◆ **PROBLEM DETAILS**: May I please have every record restated word for word, with the images left out?
::::
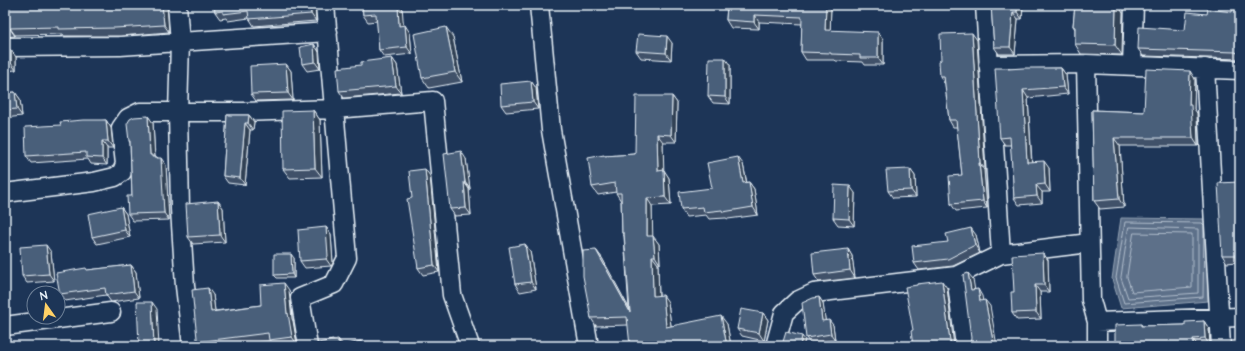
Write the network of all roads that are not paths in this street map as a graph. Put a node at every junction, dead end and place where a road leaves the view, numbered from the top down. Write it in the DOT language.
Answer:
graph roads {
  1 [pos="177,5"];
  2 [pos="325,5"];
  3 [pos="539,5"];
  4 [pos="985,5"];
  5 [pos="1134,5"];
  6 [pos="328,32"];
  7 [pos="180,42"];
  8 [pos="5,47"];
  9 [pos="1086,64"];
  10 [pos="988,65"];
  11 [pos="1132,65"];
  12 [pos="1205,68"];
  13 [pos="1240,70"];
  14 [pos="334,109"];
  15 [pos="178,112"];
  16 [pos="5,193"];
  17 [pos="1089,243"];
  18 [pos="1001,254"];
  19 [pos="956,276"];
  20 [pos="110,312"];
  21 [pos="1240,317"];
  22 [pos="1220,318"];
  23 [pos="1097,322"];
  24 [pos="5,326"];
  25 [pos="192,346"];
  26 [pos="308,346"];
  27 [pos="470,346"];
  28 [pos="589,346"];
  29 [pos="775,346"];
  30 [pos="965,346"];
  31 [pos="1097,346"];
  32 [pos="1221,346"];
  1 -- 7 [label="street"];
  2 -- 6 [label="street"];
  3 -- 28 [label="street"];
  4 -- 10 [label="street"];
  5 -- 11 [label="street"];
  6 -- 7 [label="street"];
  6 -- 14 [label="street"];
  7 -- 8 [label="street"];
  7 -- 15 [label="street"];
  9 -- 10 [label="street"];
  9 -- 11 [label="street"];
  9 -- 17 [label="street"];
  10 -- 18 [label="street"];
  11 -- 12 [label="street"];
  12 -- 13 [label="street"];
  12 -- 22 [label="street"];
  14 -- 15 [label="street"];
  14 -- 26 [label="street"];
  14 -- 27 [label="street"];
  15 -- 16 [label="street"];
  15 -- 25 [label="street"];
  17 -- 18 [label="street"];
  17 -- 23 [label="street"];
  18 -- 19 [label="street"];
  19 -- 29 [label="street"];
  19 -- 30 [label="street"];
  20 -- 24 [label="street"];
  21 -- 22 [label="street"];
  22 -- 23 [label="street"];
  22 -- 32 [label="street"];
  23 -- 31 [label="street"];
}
::::
◆ **WRITTEN RESPONSE**:
Write the network of all roads that are not paths in this street map as a graph. Put a node at every junction, dead end and place where a road leaves the view, numbered from the top down. Write it in the DOT language.
Answer:
graph roads {
  1 [pos="177,5"];
  2 [pos="325,5"];
  3 [pos="539,5"];
  4 [pos="985,5"];
  5 [pos="1134,5"];
  6 [pos="328,32"];
  7 [pos="180,42"];
  8 [pos="5,47"];
  9 [pos="1086,64"];
  10 [pos="988,65"];
  11 [pos="1132,65"];
  12 [pos="1205,68"];
  13 [pos="1240,70"];
  14 [pos="334,109"];
  15 [pos="178,112"];
  16 [pos="5,193"];
  17 [pos="1089,243"];
  18 [pos="1001,254"];
  19 [pos="956,276"];
  20 [pos="110,312"];
  21 [pos="1240,317"];
  22 [pos="1220,318"];
  23 [pos="1097,322"];
  24 [pos="5,326"];
  25 [pos="192,346"];
  26 [pos="308,346"];
  27 [pos="470,346"];
  28 [pos="589,346"];
  29 [pos="775,346"];
  30 [pos="965,346"];
  31 [pos="1097,346"];
  32 [pos="1221,346"];
  1 -- 7 [label="street"];
  2 -- 6 [label="street"];
  3 -- 28 [label="street"];
  4 -- 10 [label="street"];
  5 -- 11 [label="street"];
  6 -- 7 [label="street"];
  6 -- 14 [label="street"];
  7 -- 8 [label="street"];
  7 -- 15 [label="street"];
  9 -- 10 [label="street"];
  9 -- 11 [label="street"];
  9 -- 17 [label="street"];
  10 -- 18 [label="street"];
  11 -- 12 [label="street"];
  12 -- 13 [label="street"];
  12 -- 22 [label="street"];
  14 -- 15 [label="street"];
  14 -- 26 [label="street"];
  14 -- 27 [label="street"];
  15 -- 16 [label="street"];
  15 -- 25 [label="street"];
  17 -- 18 [label="street"];
  17 -- 23 [label="street"];
  18 -- 19 [label="street"];
  19 -- 29 [label="street"];
  19 -- 30 [label="street"];
  20 -- 24 [label="street"];
  21 -- 22 [label="street"];
  22 -- 23 [label="street"];
  22 -- 32 [label="street"];
  23 -- 31 [label="street"];
}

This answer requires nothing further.